-- Opening Marker --
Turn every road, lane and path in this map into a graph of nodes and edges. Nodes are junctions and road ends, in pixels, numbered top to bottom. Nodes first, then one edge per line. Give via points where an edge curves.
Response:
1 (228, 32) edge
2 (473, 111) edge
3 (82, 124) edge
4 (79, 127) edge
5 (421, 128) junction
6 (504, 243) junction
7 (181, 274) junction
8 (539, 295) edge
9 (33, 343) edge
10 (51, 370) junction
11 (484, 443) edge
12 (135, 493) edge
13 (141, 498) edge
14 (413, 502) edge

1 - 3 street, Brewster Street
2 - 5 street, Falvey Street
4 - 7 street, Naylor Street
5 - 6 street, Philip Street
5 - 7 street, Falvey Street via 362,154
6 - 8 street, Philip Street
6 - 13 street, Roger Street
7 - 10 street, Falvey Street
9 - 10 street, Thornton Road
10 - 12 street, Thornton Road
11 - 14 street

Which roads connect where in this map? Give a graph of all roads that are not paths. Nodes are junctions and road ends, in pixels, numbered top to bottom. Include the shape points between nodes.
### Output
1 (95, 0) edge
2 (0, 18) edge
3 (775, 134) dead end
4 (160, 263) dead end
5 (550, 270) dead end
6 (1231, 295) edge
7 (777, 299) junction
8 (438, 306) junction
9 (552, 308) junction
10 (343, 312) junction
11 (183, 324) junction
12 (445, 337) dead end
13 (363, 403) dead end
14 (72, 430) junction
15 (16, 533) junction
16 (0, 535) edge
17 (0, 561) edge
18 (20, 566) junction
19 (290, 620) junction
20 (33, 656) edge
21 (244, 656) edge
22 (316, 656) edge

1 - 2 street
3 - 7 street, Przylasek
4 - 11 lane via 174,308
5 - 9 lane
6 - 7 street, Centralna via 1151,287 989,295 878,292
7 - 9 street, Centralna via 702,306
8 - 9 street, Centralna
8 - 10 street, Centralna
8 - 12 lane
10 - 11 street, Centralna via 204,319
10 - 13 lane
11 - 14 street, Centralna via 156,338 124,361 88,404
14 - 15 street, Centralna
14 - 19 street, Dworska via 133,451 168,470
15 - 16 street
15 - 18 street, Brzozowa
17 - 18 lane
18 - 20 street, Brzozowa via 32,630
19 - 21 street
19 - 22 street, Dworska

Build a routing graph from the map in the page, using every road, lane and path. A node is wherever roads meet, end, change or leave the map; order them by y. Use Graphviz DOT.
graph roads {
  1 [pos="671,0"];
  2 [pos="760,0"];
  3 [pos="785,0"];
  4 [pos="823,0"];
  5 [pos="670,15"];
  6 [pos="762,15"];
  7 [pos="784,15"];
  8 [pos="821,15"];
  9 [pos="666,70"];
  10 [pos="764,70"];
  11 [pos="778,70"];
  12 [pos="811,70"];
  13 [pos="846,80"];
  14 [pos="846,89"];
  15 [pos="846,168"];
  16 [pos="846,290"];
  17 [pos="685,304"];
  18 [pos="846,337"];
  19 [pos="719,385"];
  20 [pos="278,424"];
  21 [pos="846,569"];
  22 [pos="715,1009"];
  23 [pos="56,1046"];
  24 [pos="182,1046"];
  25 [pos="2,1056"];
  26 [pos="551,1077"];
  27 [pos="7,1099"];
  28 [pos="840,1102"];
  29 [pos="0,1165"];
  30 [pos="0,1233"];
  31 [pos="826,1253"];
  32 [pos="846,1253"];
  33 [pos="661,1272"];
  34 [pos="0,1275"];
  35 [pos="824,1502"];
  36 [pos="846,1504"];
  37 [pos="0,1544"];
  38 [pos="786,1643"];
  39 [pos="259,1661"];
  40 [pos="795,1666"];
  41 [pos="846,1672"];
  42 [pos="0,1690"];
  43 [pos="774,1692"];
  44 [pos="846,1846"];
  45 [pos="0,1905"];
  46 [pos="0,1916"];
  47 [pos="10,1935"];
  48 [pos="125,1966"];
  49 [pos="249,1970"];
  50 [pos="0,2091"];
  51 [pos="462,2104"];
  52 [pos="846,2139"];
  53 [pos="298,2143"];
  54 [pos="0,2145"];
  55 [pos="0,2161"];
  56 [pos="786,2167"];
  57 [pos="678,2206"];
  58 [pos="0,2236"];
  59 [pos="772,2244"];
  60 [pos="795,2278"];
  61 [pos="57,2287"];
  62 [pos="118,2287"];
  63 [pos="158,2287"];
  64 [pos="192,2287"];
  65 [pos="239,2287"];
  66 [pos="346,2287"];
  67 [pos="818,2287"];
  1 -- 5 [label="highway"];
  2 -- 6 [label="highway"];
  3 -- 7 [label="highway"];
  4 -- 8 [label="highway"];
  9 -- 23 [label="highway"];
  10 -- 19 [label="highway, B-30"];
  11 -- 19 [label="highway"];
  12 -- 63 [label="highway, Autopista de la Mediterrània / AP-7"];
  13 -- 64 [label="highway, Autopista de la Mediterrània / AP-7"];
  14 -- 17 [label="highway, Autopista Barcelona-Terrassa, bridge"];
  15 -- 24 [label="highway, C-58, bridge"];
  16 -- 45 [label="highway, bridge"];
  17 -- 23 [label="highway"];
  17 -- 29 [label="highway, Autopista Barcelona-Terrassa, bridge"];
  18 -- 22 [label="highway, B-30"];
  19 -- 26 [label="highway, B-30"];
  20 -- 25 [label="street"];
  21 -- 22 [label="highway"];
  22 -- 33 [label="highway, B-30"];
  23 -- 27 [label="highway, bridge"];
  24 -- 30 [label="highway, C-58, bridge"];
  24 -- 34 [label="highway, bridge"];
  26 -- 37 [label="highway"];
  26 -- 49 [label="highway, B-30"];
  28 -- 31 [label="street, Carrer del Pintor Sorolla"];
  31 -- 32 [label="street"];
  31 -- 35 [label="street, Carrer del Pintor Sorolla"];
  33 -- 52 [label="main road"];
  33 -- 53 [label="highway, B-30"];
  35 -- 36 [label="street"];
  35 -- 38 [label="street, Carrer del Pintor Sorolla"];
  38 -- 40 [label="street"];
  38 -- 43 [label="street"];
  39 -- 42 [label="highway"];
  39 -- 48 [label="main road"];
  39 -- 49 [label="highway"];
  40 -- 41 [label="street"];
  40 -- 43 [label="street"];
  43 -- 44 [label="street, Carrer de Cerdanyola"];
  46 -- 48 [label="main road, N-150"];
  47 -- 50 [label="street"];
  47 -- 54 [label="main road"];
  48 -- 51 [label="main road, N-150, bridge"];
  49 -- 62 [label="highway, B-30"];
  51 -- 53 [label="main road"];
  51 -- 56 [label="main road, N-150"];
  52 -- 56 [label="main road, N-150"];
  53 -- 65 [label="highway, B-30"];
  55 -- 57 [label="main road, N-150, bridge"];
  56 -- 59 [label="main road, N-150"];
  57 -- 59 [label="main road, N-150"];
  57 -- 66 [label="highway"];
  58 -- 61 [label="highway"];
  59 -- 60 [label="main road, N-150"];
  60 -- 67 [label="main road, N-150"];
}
-- Closing Marker --
▸ Task instructions
Copy all of the data. Keep every word exactly as it is.

▸ Written response
Turn every road, lane and path in this map into a graph of nodes and edges. Nodes are junctions and road ends, in pixels, numbered top to bottom. Nodes first, then one edge per line. Give via points where an edge curves.
Response:
1 (228, 32) edge
2 (473, 111) edge
3 (82, 124) edge
4 (79, 127) edge
5 (421, 128) junction
6 (504, 243) junction
7 (181, 274) junction
8 (539, 295) edge
9 (33, 343) edge
10 (51, 370) junction
11 (484, 443) edge
12 (135, 493) edge
13 (141, 498) edge
14 (413, 502) edge

1 - 3 street, Brewster Street
2 - 5 street, Falvey Street
4 - 7 street, Naylor Street
5 - 6 street, Philip Street
5 - 7 street, Falvey Street via 362,154
6 - 8 street, Philip Street
6 - 13 street, Roger Street
7 - 10 street, Falvey Street
9 - 10 street, Thornton Road
10 - 12 street, Thornton Road
11 - 14 street

Which roads connect where in this map? Give a graph of all roads that are not paths. Nodes are junctions and road ends, in pixels, numbered top to bottom. Include the shape points between nodes.
### Output
1 (95, 0) edge
2 (0, 18) edge
3 (775, 134) dead end
4 (160, 263) dead end
5 (550, 270) dead end
6 (1231, 295) edge
7 (777, 299) junction
8 (438, 306) junction
9 (552, 308) junction
10 (343, 312) junction
11 (183, 324) junction
12 (445, 337) dead end
13 (363, 403) dead end
14 (72, 430) junction
15 (16, 533) junction
16 (0, 535) edge
17 (0, 561) edge
18 (20, 566) junction
19 (290, 620) junction
20 (33, 656) edge
21 (244, 656) edge
22 (316, 656) edge

1 - 2 street
3 - 7 street, Przylasek
4 - 11 lane via 174,308
5 - 9 lane
6 - 7 street, Centralna via 1151,287 989,295 878,292
7 - 9 street, Centralna via 702,306
8 - 9 street, Centralna
8 - 10 street, Centralna
8 - 12 lane
10 - 11 street, Centralna via 204,319
10 - 13 lane
11 - 14 street, Centralna via 156,338 124,361 88,404
14 - 15 street, Centralna
14 - 19 street, Dworska via 133,451 168,470
15 - 16 street
15 - 18 street, Brzozowa
17 - 18 lane
18 - 20 street, Brzozowa via 32,630
19 - 21 street
19 - 22 street, Dworska

Build a routing graph from the map in the page, using every road, lane and path. A node is wherever roads meet, end, change or leave the map; order them by y. Use Graphviz DOT.
graph roads {
  1 [pos="671,0"];
  2 [pos="760,0"];
  3 [pos="785,0"];
  4 [pos="823,0"];
  5 [pos="670,15"];
  6 [pos="762,15"];
  7 [pos="784,15"];
  8 [pos="821,15"];
  9 [pos="666,70"];
  10 [pos="764,70"];
  11 [pos="778,70"];
  12 [pos="811,70"];
  13 [pos="846,80"];
  14 [pos="846,89"];
  15 [pos="846,168"];
  16 [pos="846,290"];
  17 [pos="685,304"];
  18 [pos="846,337"];
  19 [pos="719,385"];
  20 [pos="278,424"];
  21 [pos="846,569"];
  22 [pos="715,1009"];
  23 [pos="56,1046"];
  24 [pos="182,1046"];
  25 [pos="2,1056"];
  26 [pos="551,1077"];
  27 [pos="7,1099"];
  28 [pos="840,1102"];
  29 [pos="0,1165"];
  30 [pos="0,1233"];
  31 [pos="826,1253"];
  32 [pos="846,1253"];
  33 [pos="661,1272"];
  34 [pos="0,1275"];
  35 [pos="824,1502"];
  36 [pos="846,1504"];
  37 [pos="0,1544"];
  38 [pos="786,1643"];
  39 [pos="259,1661"];
  40 [pos="795,1666"];
  41 [pos="846,1672"];
  42 [pos="0,1690"];
  43 [pos="774,1692"];
  44 [pos="846,1846"];
  45 [pos="0,1905"];
  46 [pos="0,1916"];
  47 [pos="10,1935"];
  48 [pos="125,1966"];
  49 [pos="249,1970"];
  50 [pos="0,2091"];
  51 [pos="462,2104"];
  52 [pos="846,2139"];
  53 [pos="298,2143"];
  54 [pos="0,2145"];
  55 [pos="0,2161"];
  56 [pos="786,2167"];
  57 [pos="678,2206"];
  58 [pos="0,2236"];
  59 [pos="772,2244"];
  60 [pos="795,2278"];
  61 [pos="57,2287"];
  62 [pos="118,2287"];
  63 [pos="158,2287"];
  64 [pos="192,2287"];
  65 [pos="239,2287"];
  66 [pos="346,2287"];
  67 [pos="818,2287"];
  1 -- 5 [label="highway"];
  2 -- 6 [label="highway"];
  3 -- 7 [label="highway"];
  4 -- 8 [label="highway"];
  9 -- 23 [label="highway"];
  10 -- 19 [label="highway, B-30"];
  11 -- 19 [label="highway"];
  12 -- 63 [label="highway, Autopista de la Mediterrània / AP-7"];
  13 -- 64 [label="highway, Autopista de la Mediterrània / AP-7"];
  14 -- 17 [label="highway, Autopista Barcelona-Terrassa, bridge"];
  15 -- 24 [label="highway, C-58, bridge"];
  16 -- 45 [label="highway, bridge"];
  17 -- 23 [label="highway"];
  17 -- 29 [label="highway, Autopista Barcelona-Terrassa, bridge"];
  18 -- 22 [label="highway, B-30"];
  19 -- 26 [label="highway, B-30"];
  20 -- 25 [label="street"];
  21 -- 22 [label="highway"];
  22 -- 33 [label="highway, B-30"];
  23 -- 27 [label="highway, bridge"];
  24 -- 30 [label="highway, C-58, bridge"];
  24 -- 34 [label="highway, bridge"];
  26 -- 37 [label="highway"];
  26 -- 49 [label="highway, B-30"];
  28 -- 31 [label="street, Carrer del Pintor Sorolla"];
  31 -- 32 [label="street"];
  31 -- 35 [label="street, Carrer del Pintor Sorolla"];
  33 -- 52 [label="main road"];
  33 -- 53 [label="highway, B-30"];
  35 -- 36 [label="street"];
  35 -- 38 [label="street, Carrer del Pintor Sorolla"];
  38 -- 40 [label="street"];
  38 -- 43 [label="street"];
  39 -- 42 [label="highway"];
  39 -- 48 [label="main road"];
  39 -- 49 [label="highway"];
  40 -- 41 [label="street"];
  40 -- 43 [label="street"];
  43 -- 44 [label="street, Carrer de Cerdanyola"];
  46 -- 48 [label="main road, N-150"];
  47 -- 50 [label="street"];
  47 -- 54 [label="main road"];
  48 -- 51 [label="main road, N-150, bridge"];
  49 -- 62 [label="highway, B-30"];
  51 -- 53 [label="main road"];
  51 -- 56 [label="main road, N-150"];
  52 -- 56 [label="main road, N-150"];
  53 -- 65 [label="highway, B-30"];
  55 -- 57 [label="main road, N-150, bridge"];
  56 -- 59 [label="main road, N-150"];
  57 -- 59 [label="main road, N-150"];
  57 -- 66 [label="highway"];
  58 -- 61 [label="highway"];
  59 -- 60 [label="main road, N-150"];
  60 -- 67 [label="main road, N-150"];
}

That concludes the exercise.